PALERMO – Roberto Gueli è il nuovo caporedattore di Rai Tre Sicilia. Gueli, 47 anni, è un volto noto nel panorama del giornalismo sportivo nazionale. Ha ricoperto finora il ruolo di caposervizio allo sport della Rai siciliana, voce di “Tutto il calcio minuto per minuto” e corrispondente de “La Domenica sportiva” da Palermo. Da alcune settimane il suo nome circolava con insistenza tra i papabili che avrebbero potuto raccogliere l’eredità di Silvana Polizzi subentrata alla guida della redazione di viale Strasburgo a Vincenzo Morgante che è andato a dirigere tutte le testate regionali della tv di Stato.

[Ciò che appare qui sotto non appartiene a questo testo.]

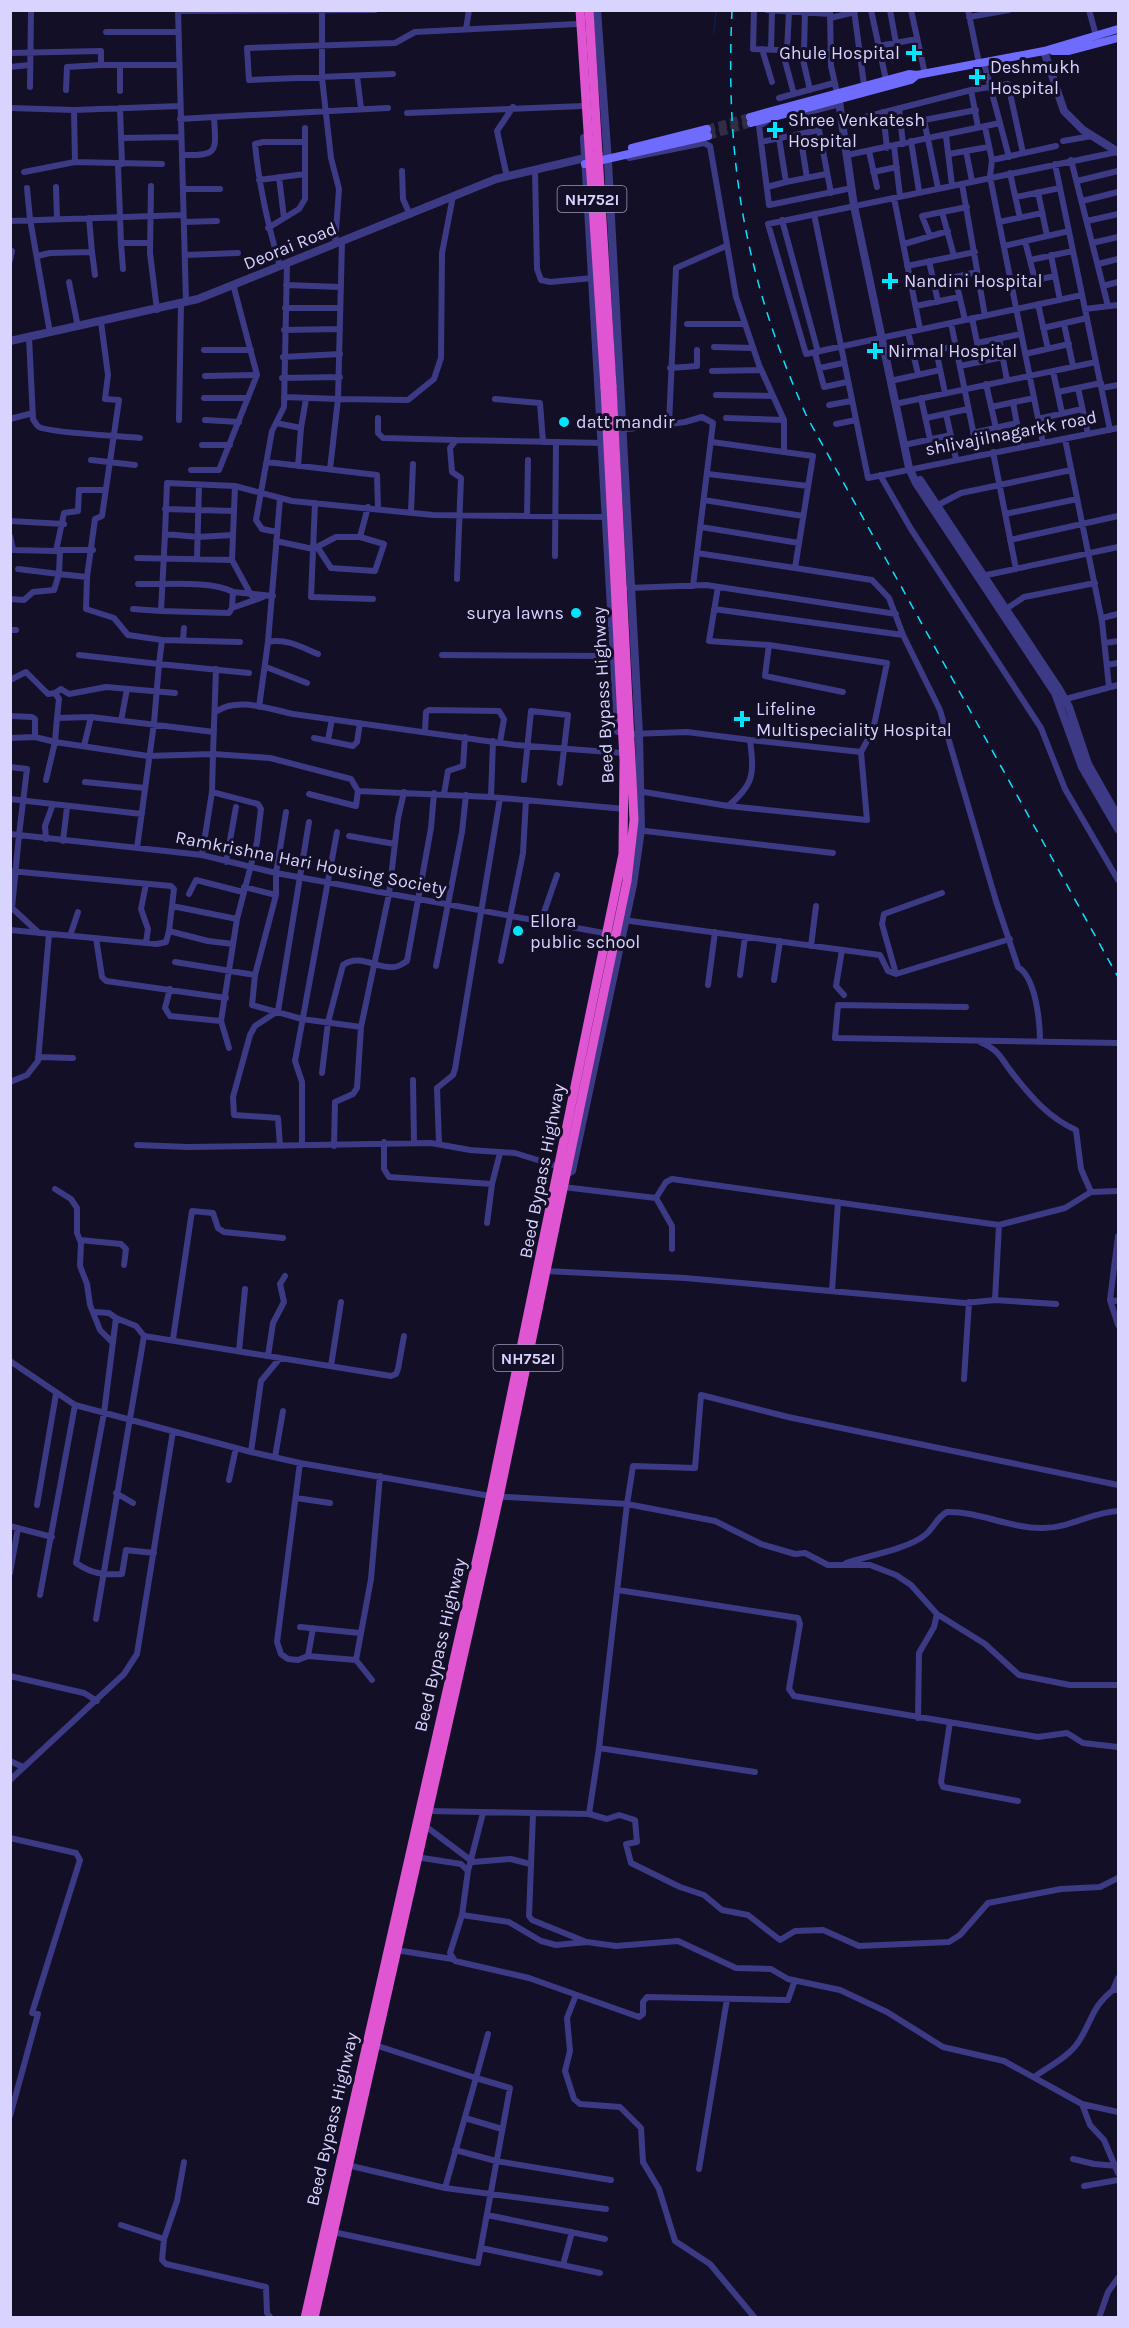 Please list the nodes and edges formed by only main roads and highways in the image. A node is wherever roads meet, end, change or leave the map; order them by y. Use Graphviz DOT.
graph roads {
  1 [pos="579,10"];
  2 [pos="589,10"];
  3 [pos="1119,29"];
  4 [pos="1119,38"];
  5 [pos="1097,39"];
  6 [pos="921,74"];
  7 [pos="839,99"];
  8 [pos="750,120"];
  9 [pos="707,133"];
  10 [pos="585,161"];
  11 [pos="609,386"];
  12 [pos="608,933"];
  13 [pos="559,1189"];
  14 [pos="494,1497"];
  15 [pos="305,2318"];
  16 [pos="314,2318"];
  1 -- 11 [label="highway, Beed Bypass Highway / NH752I, bridge"];
  2 -- 11 [label="highway, Beed Bypass Highway / NH752I, bridge"];
  3 -- 5 [label="main road"];
  4 -- 5 [label="main road"];
  5 -- 6 [label="main road"];
  6 -- 7 [label="main road"];
  6 -- 7 [label="main road"];
  7 -- 8 [label="main road"];
  9 -- 10 [label="main road"];
  11 -- 12 [label="highway, Beed Bypass Highway / NH752I"];
  11 -- 12 [label="highway, Beed Bypass Highway / NH752I"];
  12 -- 13 [label="highway, Beed Bypass Highway / NH752I"];
  13 -- 14 [label="highway, Beed Bypass Highway / NH752I"];
  13 -- 14 [label="highway, Beed Bypass Highway / NH752I"];
  14 -- 15 [label="highway, Beed Bypass Highway / NH752I"];
  14 -- 16 [label="highway, Beed Bypass Highway / NH752I"];
}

La nomina di Roberto Gueli giunge a poche ore di distanza da una nota inviata dalla Redazione di Catania ai vertici aziendali:

L’Assemblea della Redazione di Catania denuncia, ancora una volta, con forza le difficili condizioni nelle quali i giornalisti sono costretti a lavorare.  La digitalizzazione più volte promessa non è mai stata completata e le dotazioni tecniche (tre postazioni AVID non sempre perfettamente funzionanti) sono largamente insufficienti a garantire il lavoro di una Redazione che produce stabilmente metà del telegiornale regionale  e un significativo numero di contributi (in servizi ed immagini) per le testate nazionali.

Inoltre, da mesi il mezzo satellitare ITA 497 (che aspetta di essere riqualificato) staziona nel piazzale degli uffici staccati di Catania senza mai essere utilizzato per  coprire meglio il territorio.

Tutte situazioni più e più volte denunciate (basta vedere i documenti sindacali) sia al Direttore della testata che alle strutture tecniche senza che mai ci sia stata la volontà di trovare una soluzione che permettesse a Catania di superare un evidente gap tecnologico che incide pesantemente sulla qualità del lavoro. Lavorare in AVID significa un allungamento dei tempi di lavorazione del prodotto e spesso i redattori sono costretti a restare ben oltre l’orario di lavoro, non per un’esigenza funzionale alla copertura dell’avvenimento, ma per la  farraginosità delle procedure dell’AVID e per l’imbuto che si crea nelle salette quando, con tre AVID (ma talvolta due, quando il terzo è impegnato per il Settimanale), bisogna lavorare quattro o cinque servizi.

A tutto ciò si aggiunge il fatto che da oltre un anno la Redazione è senza un Vicecaporedattore, anche qui nell’assordante silenzio dell’Azienda.

Un altro ostacolo al corretto funzionamento della Redazione ma anche un inquietante segnale  di incertezza sul futuro stesso della Redazione di Catania  lasciata, è evidente, in una ambigua zona grigia.

L’Assemblea di Redazione dà mandato al Fiduciario di chiedere un incontro urgente con il Direttore della Testata (che pure è perfettamente a conoscenza di quanto e come si lavori a Catania) e di chiedere al Vicedirettore Federico Zurzolo, che “ad interim” regge la Redazione siciliana, di venire a Catania  per un incontro con i giornalisti e per toccare con mano le assurde condizioni di lavoro che fanno, di fatto, dei redattori di Catania dei redattori di serie B.

L’Assemblea di Redazione lamenta anche il perdurante disinteresse dell’Usigrai rispetto alla vertenza di Catania e, se tale  atteggiamento dovesse continuare e l’Usigrai non dovesse assumere su di sè il peso di questa vertenza, i redattori di Catania sono pronti  a restituire la tessera del Sindacato.

I giornalisti di Catania, già in stato di agitazione, sono pronti in mancanza di adeguate risposte ad intraprendere altre iniziative di protesta.